I think it has more to do with him being tired of getting the blame when his parts dont work in crappy guns.
If you put his seals in a lightning with bad cylinder and the infamous reverse choke barrel, you will get bad results.
And people who dont know better will blame the maker of the parts they hope will fix a bad gun.
Airguns are like any mass produced commodity, there will be good ones and bad ones from any manufacturer, people don't get that. I have a Lightning with an out of alignment scope rail, I bought adjustable mounts. I have bought several brand new Weihrauchs and not had one which didn't have a problem of some sort yet any thread where someone asks what people think of a certain gun and there will be several replies saying don't buy one, get a used HWxyz. When people start stripping them and thinking they can 'make it better' many do so with more enthusiasm than knowledge or ability. I probably have more enthusiasm than ability, but am prepared to spend the time getting it right rather than blaming a manufacturer.
Meanwhile, back to the RB2, I just need a bit of tubing to sleeve that transfer port down and I can get started on the rebuild. I may even try the same trick on my Eclipse, another long-length TP rifle, but bought based on rose-tinted memories of reading a test in Airgun World on the carbine in .22 cal, by Rod Lynton. If anyone has a copy of that test they could scan I'd be most grateful, or would even buy the magazine if they wanted to sell.
My last post mentioned quality of mass produced items, then I open my email from Airgun 101 and Andy on Air is testing a nice looking R10 and mentions the same thing, anyone would think I stole his script....
Now I'm stumped.
The slide is not pushing the piston back far enough to latch onto the sear. It can be done by hand (with no mainspring fitted), so there is no binding. A trial fit of a mainspring seemed to push the slide too far forward to get the pin into the linkage.
Did the RB2 come with difference sizes pistons? Is the rod threaded into the piston?
can the slide push it back far enough with no mainspring (or a very weak one) fitted ?
Always looking for any cheap, interesting, knackered "project" guns. Thanks, JB.

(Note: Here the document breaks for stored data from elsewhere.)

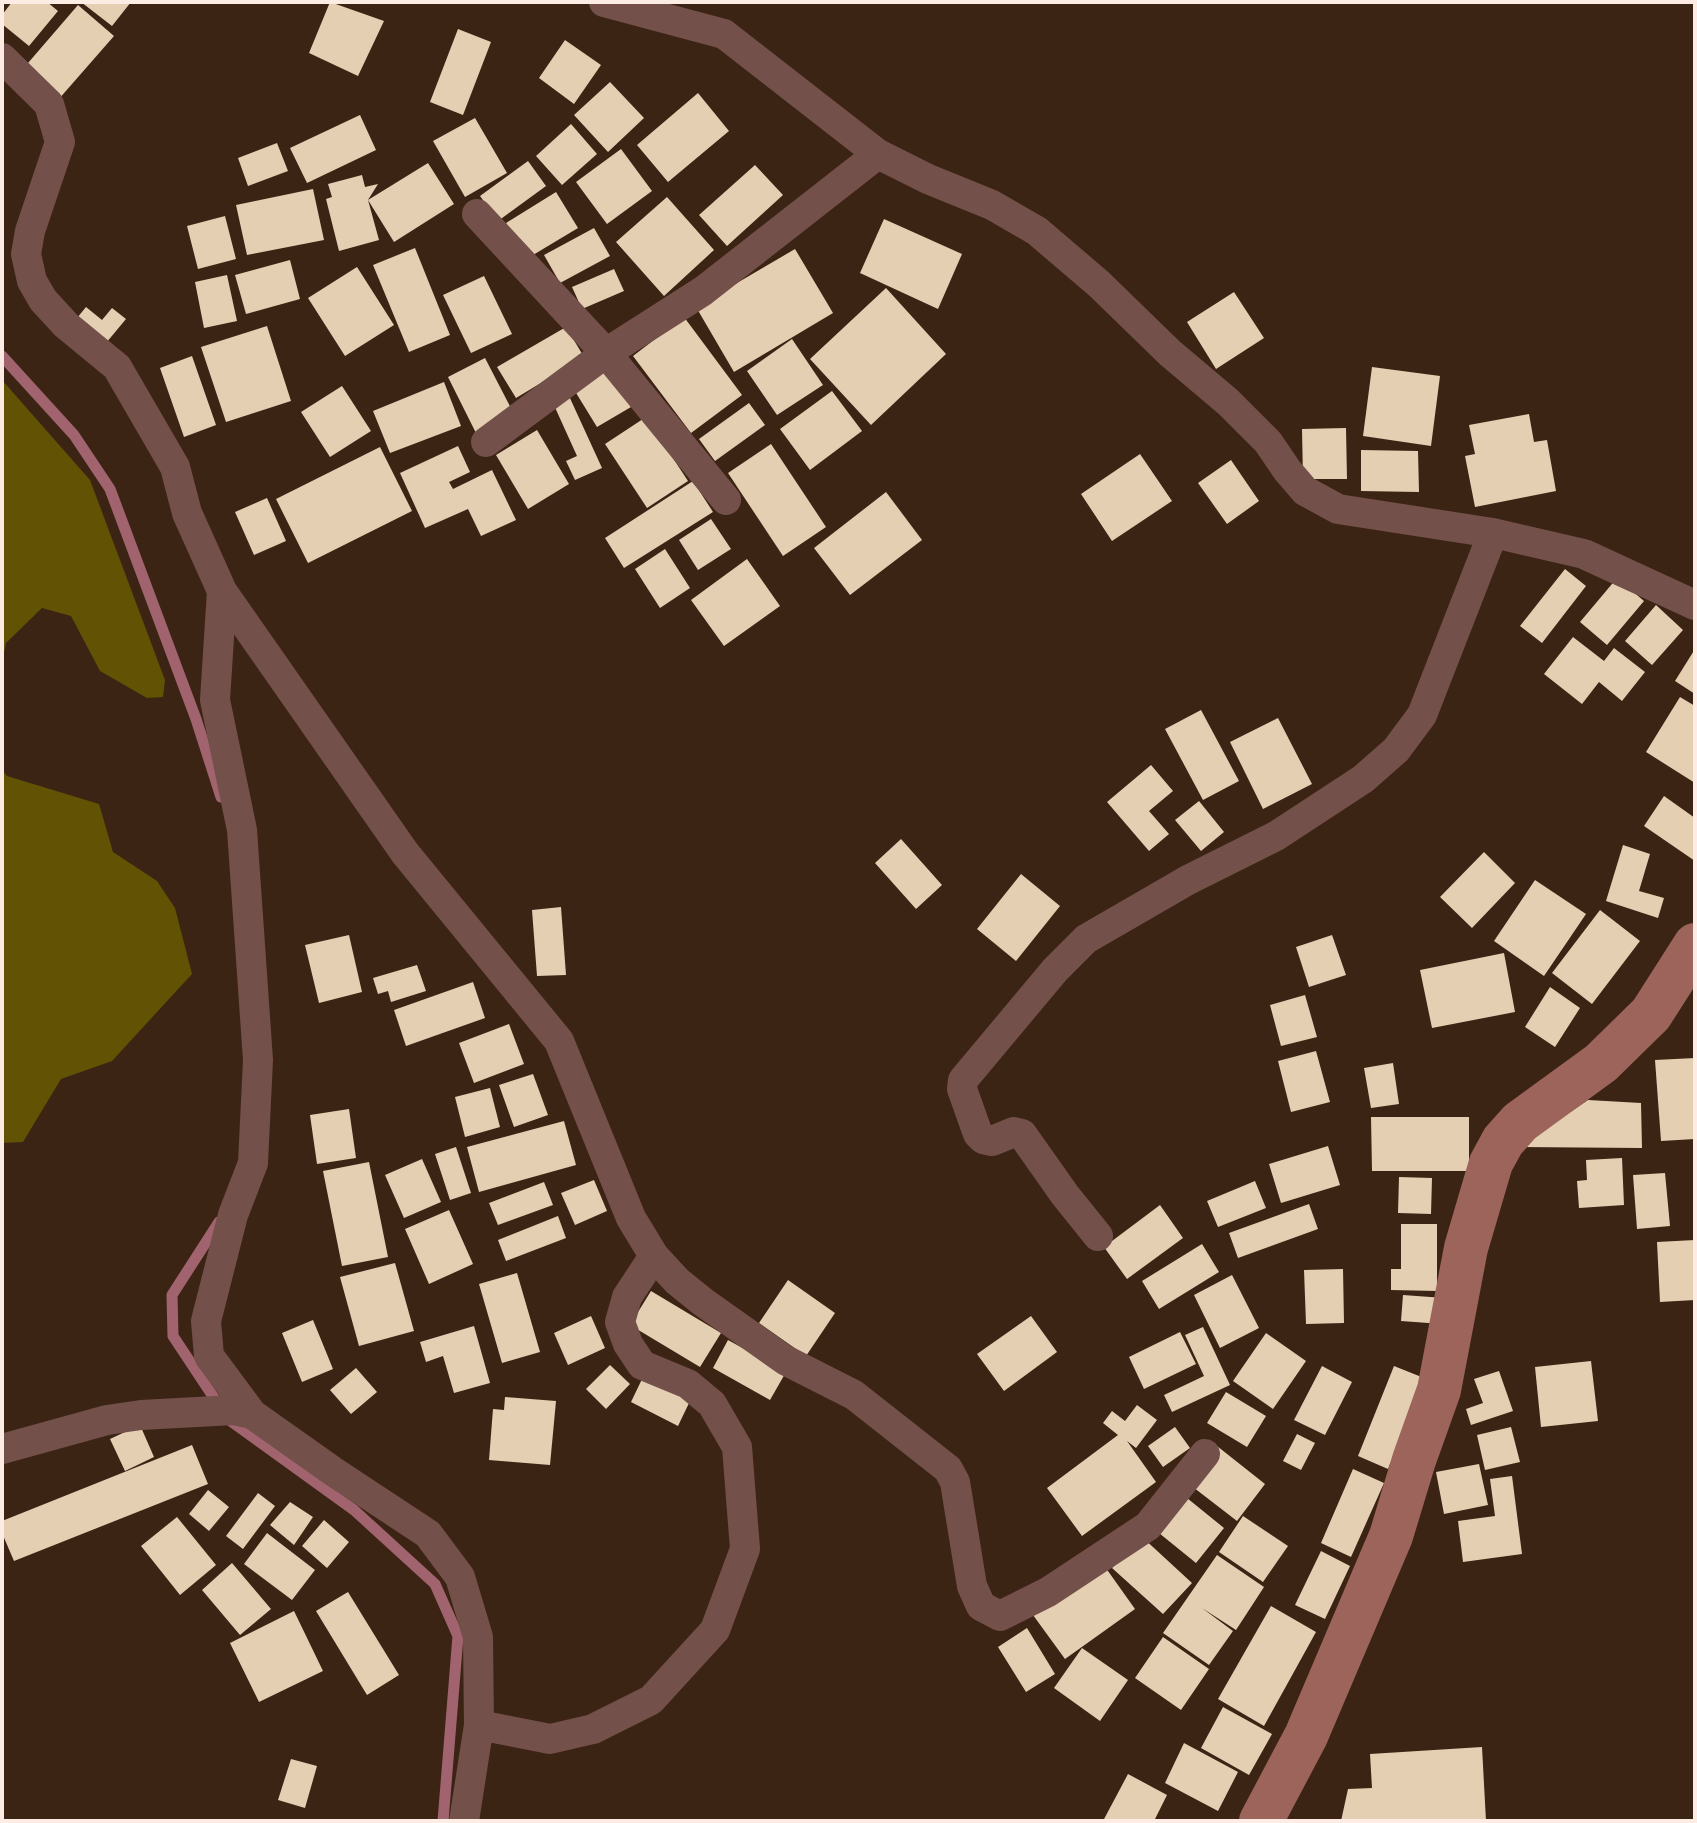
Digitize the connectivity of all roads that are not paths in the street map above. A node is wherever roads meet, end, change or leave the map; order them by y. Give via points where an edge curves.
1 (604, 2) edge
2 (2, 58) edge
3 (878, 154) junction
4 (477, 214) dead end
5 (606, 353) junction
6 (486, 442) dead end
7 (726, 500) dead end
8 (1493, 533) junction
9 (222, 591) junction
10 (1695, 605) edge
11 (1695, 945) edge
12 (1098, 1236) dead end
13 (654, 1256) junction
14 (243, 1412) junction
15 (2, 1449) edge
16 (1205, 1454) dead end
17 (479, 1725) junction
18 (464, 1821) edge
19 (1261, 1821) edge

1 - 3 street via 724,34
2 - 9 street via 49,104 60,142 30,231 26,254 32,281 66,325 117,367 175,467 187,513
3 - 5 street via 703,291
3 - 8 street via 1037,231 1228,402 1268,442 1305,491 1338,509
4 - 5 street
5 - 6 street
5 - 7 street
8 - 10 street via 1584,554
8 - 12 street via 1422,715 1396,750 1363,779 1276,836 1086,939 963,1080 978,1134 992,1141 1022,1134
9 - 13 street via 405,853 559,1041 631,1218
9 - 14 street via 215,700 242,830 258,1060 253,1163 233,1215 206,1321 209,1356
11 - 19 street via 1651,1014 1601,1063 1520,1122 1491,1163 1466,1248 1439,1390 1391,1536 1306,1736
13 - 16 street via 703,1302 785,1360 854,1395 948,1469 955,1482 972,1586 981,1606 1000,1616 1048,1592 1148,1526
13 - 17 street via 627,1297 620,1322 628,1344 642,1365 688,1384 712,1404 737,1447 745,1549 715,1630 651,1700 593,1729 550,1739
14 - 15 street via 107,1420
14 - 17 street via 428,1534 460,1577 478,1637
17 - 18 street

Does the lever travel to the point where it hits the trigger guard? If not its probably that the spring is becoming coil bound or, if you have a top hat fitted as well as a guide they could be touching together before the latch rod engages with the sear. If its the spring you just need to take a one or two coils off, if its the guide just shorten by a couple of mm.
Regards Max
Plinkerer and Tinkerer
With no spring fitted, the slide will not push the piston back far enough, as if the slot in the skirt was too long, or the rod in the piston is too short. The cocking lever is in contact with the trigger guard.

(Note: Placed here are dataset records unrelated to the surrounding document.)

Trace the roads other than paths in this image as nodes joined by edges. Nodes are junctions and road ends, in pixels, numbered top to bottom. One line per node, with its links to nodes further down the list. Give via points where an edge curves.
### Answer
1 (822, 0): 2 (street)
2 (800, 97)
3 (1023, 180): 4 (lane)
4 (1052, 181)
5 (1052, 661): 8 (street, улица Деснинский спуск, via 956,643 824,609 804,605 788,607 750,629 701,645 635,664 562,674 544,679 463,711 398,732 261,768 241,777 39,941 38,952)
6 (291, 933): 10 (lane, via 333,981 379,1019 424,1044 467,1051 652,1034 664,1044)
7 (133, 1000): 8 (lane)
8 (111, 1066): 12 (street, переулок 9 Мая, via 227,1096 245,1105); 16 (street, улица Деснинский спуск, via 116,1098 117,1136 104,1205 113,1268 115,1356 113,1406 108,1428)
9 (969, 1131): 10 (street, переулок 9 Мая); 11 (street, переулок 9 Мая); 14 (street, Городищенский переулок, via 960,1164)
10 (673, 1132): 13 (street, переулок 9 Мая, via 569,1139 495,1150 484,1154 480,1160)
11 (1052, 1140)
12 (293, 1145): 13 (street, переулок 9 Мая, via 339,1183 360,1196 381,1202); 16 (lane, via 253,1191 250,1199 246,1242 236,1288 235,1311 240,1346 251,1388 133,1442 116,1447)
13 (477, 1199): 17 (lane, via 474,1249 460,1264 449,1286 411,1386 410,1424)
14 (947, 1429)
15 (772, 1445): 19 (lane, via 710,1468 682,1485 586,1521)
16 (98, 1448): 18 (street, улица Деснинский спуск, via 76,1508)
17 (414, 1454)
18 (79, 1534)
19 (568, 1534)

With a spring fitted (a weak one for testing), the tail of the piston is so far forward that it pushes the cocking slide forward too far to fit the pin in the cocking link. This gives the impression that the head of the piston is too short, but also that a shorter slot in the piston wouldn't work either as it would collide with the cocking link spur when the gun was fired.
Both of these symptoms suggest that the piston is wrong. There must be a different piston available, maybe an export model, and my box of bits came with the wrong piston.

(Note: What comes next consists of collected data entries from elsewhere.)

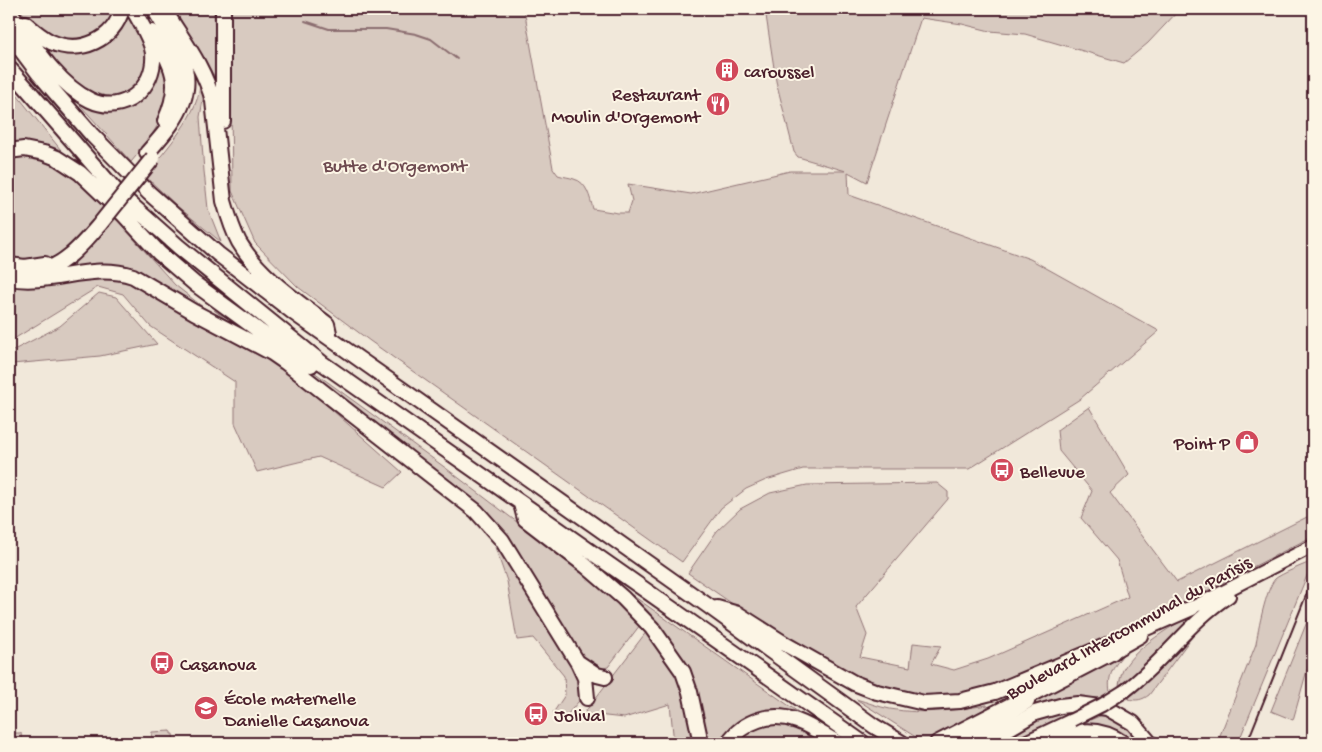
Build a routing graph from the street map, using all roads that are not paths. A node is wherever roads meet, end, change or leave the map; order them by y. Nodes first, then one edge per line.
1 (9, 9) edge
2 (154, 9) edge
3 (223, 9) edge
4 (130, 10) edge
5 (166, 12) edge
6 (9, 34) edge
7 (9, 68) edge
8 (158, 140) junction
9 (9, 151) edge
10 (150, 156) junction
11 (221, 164) junction
12 (97, 221) junction
13 (9, 265) edge
14 (9, 273) edge
15 (9, 278) edge
16 (329, 336) junction
17 (351, 384) junction
18 (521, 504) junction
19 (1313, 546) edge
20 (1313, 552) edge
21 (1277, 568) junction
22 (707, 605) junction
23 (1192, 608) junction
24 (1114, 651) junction
25 (578, 663) junction
26 (605, 677) dead end
27 (587, 698) dead end
28 (900, 742) edge
29 (701, 743) edge
30 (728, 743) edge
31 (838, 743) edge
32 (863, 743) edge
33 (938, 743) edge
34 (965, 743) edge
35 (984, 743) edge
36 (1023, 743) edge
37 (1039, 743) edge
38 (1123, 743) edge
39 (1150, 743) edge

1 - 4 highway
1 - 4 highway
2 - 8 highway
3 - 11 highway
4 - 8 highway
5 - 10 highway
5 - 11 highway
6 - 16 highway
7 - 17 highway
8 - 10 highway
9 - 17 highway
10 - 12 highway
11 - 16 highway
12 - 13 highway
12 - 14 highway
15 - 25 highway
16 - 22 highway
17 - 18 highway
18 - 29 highway
18 - 32 highway
19 - 21 highway, Boulevard Intercommunal du Parisis
20 - 21 highway, Boulevard Intercommunal du Parisis
21 - 23 highway, Boulevard Intercommunal du Parisis
21 - 36 highway, Boulevard Intercommunal du Parisis, bridge
22 - 23 highway
22 - 28 highway
23 - 24 highway, Boulevard Intercommunal du Parisis
24 - 33 highway
24 - 34 highway, Boulevard Intercommunal du Parisis
25 - 26 highway
25 - 27 highway
30 - 31 highway
35 - 39 highway
37 - 38 highway

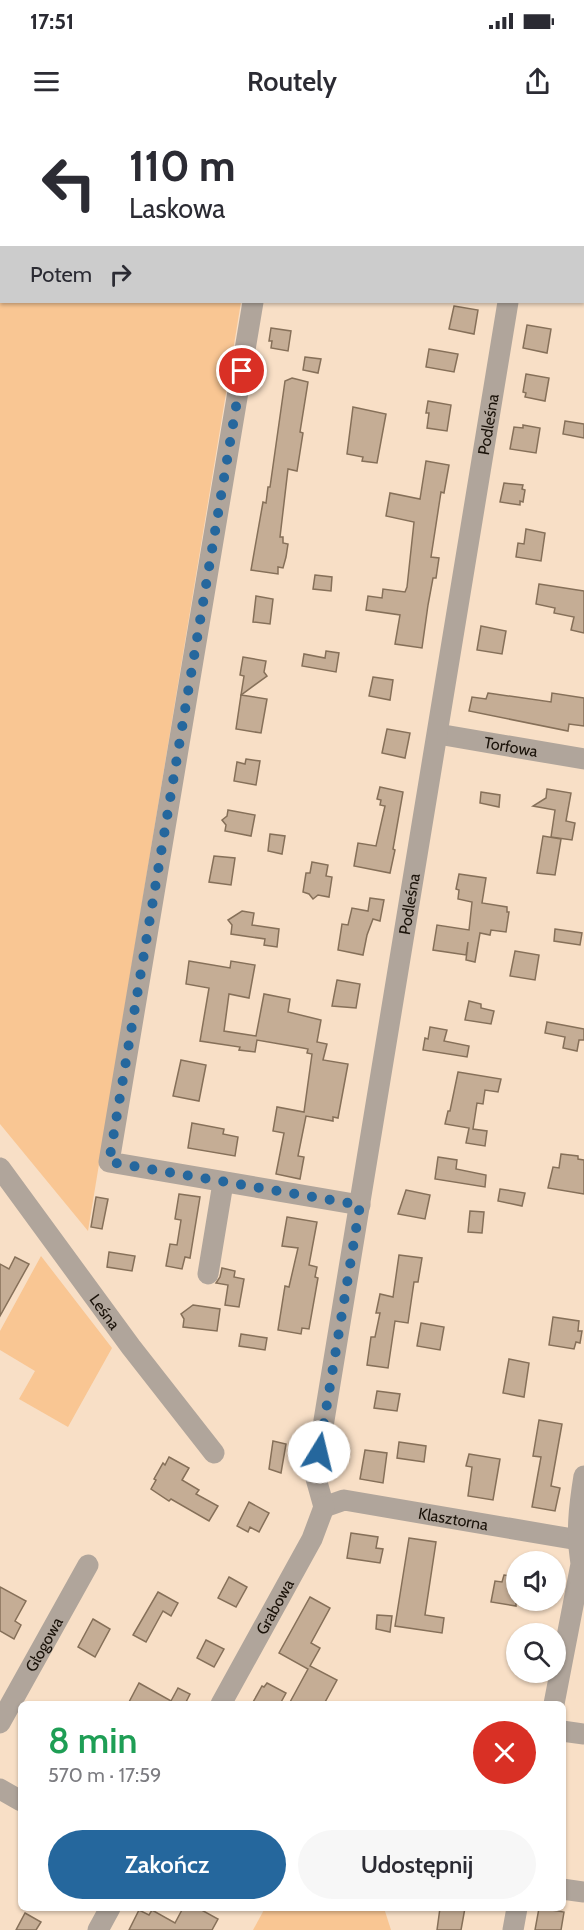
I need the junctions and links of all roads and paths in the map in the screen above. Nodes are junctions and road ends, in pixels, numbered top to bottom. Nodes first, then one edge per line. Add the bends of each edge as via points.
1 (253, 303) edge
2 (508, 303) edge
3 (438, 734) junction
4 (584, 759) edge
5 (0, 1168) edge
6 (223, 1183) junction
7 (360, 1205) junction
8 (208, 1274) dead end
9 (214, 1453) dead end
10 (584, 1476) edge
11 (324, 1507) junction
12 (581, 1541) edge
13 (88, 1564) dead end
14 (223, 1701) edge
15 (555, 1701) edge
16 (0, 1723) edge
17 (566, 1732) edge
18 (584, 1734) edge
19 (0, 1789) edge
20 (18, 1799) edge
21 (566, 1889) edge
22 (584, 1892) edge
23 (108, 1911) edge
24 (516, 1911) edge
25 (98, 1930) edge
26 (513, 1930) edge

1 - 6 street via 109,1162
2 - 3 street, Podleśna
3 - 4 street, Torfowa
3 - 7 street, Podleśna
5 - 9 street, Leśna
6 - 7 street
6 - 8 street
7 - 11 street, Podleśna via 315,1475
10 - 12 street via 578,1517
11 - 12 street, Klasztorna via 344,1500
11 - 14 street, Grabowa via 312,1539
12 - 15 street via 581,1564
13 - 16 street, Głogowa
17 - 18 street
19 - 20 street
21 - 22 street
23 - 25 street
24 - 26 street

Does anyone know if a piston from a Mk7 would be the right diameter for the RB2? I'm thinking it would be easier to modify one of those to take a later type parachute seal and look at extending the rod than to do anything with the piston I have.
Tho older mk7 Airsporters were slightly smaller diameter pisons than the rb2, 1 1/8" (28mm) so not interchangeable. Maybe the cocking slide/linkage is wrong? I don't think any other BSA had that diameter of piston with a central rod so it should be ok. Other than that you could make a piston head extension then also add material to the slot in the piston to ensure it cocked.
Plinkerer and Tinkerer
Thanks maximus, that's a shame. I had a spare slide which was a different in design but all the dimensions were the same - it has a slot which runs most of the length whilst the other is nearly all solid with just a short slot for the linkage but other than that, it's the same. I'll send an email to John Knibbs to see if he has seen any different sizes in his stocks.
hmm.. that just sounds like it's the wrong piston - maybe worth sticking up a dimensioned sketch of yours ?
Always looking for any cheap, interesting, knackered "project" guns. Thanks, JB.